#### AIM OF THE EXERCISE
The answer must be an exact copy of every entry, with no pictures in it.

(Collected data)
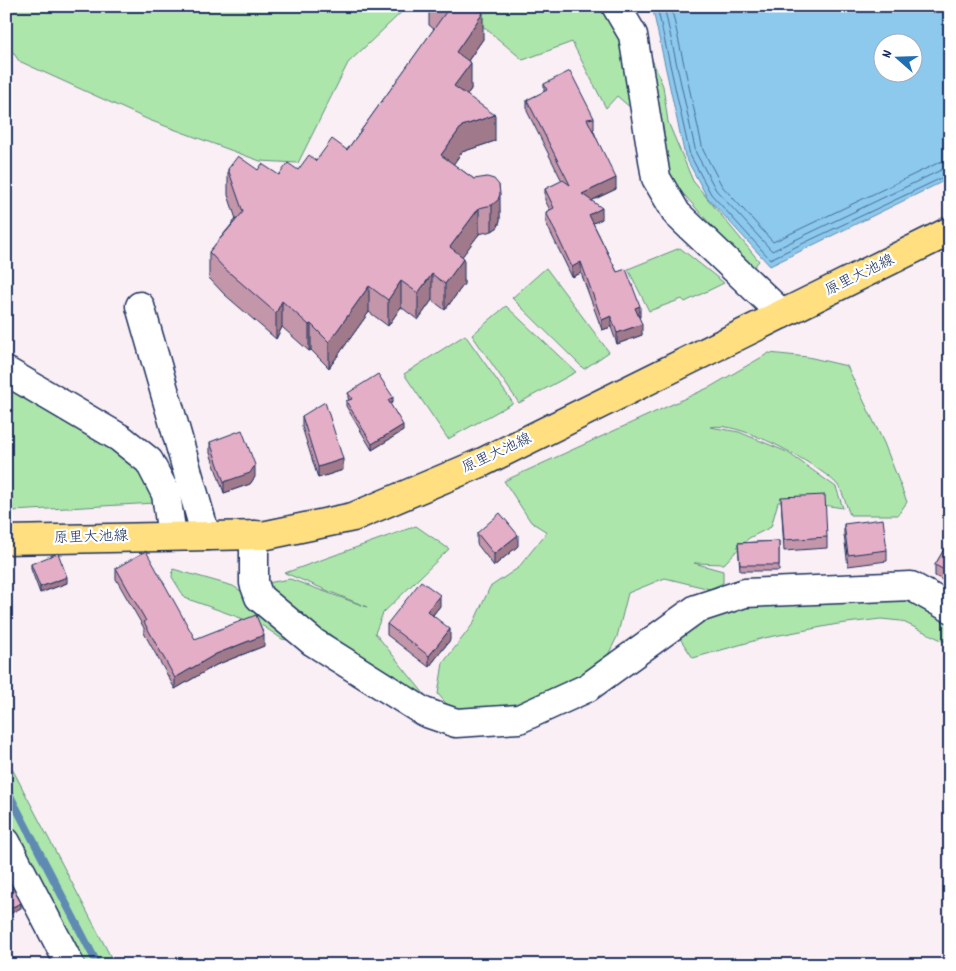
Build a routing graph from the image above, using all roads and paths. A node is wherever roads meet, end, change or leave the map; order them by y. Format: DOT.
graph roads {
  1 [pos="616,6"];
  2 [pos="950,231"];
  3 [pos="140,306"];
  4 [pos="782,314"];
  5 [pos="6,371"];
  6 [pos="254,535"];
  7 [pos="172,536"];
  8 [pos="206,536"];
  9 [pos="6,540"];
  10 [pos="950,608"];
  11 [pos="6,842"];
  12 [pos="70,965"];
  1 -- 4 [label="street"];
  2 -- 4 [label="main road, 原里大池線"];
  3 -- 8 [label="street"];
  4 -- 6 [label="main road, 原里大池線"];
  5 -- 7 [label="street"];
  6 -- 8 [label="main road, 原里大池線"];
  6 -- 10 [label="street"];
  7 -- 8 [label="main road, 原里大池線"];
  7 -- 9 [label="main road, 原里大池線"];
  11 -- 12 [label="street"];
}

#### TASK OUTPUT
Build a routing graph from the image above, using all roads and paths. A node is wherever roads meet, end, change or leave the map; order them by y. Format: DOT.
graph roads {
  1 [pos="616,6"];
  2 [pos="950,231"];
  3 [pos="140,306"];
  4 [pos="782,314"];
  5 [pos="6,371"];
  6 [pos="254,535"];
  7 [pos="172,536"];
  8 [pos="206,536"];
  9 [pos="6,540"];
  10 [pos="950,608"];
  11 [pos="6,842"];
  12 [pos="70,965"];
  1 -- 4 [label="street"];
  2 -- 4 [label="main road, 原里大池線"];
  3 -- 8 [label="street"];
  4 -- 6 [label="main road, 原里大池線"];
  5 -- 7 [label="street"];
  6 -- 8 [label="main road, 原里大池線"];
  6 -- 10 [label="street"];
  7 -- 8 [label="main road, 原里大池線"];
  7 -- 9 [label="main road, 原里大池線"];
  11 -- 12 [label="street"];
}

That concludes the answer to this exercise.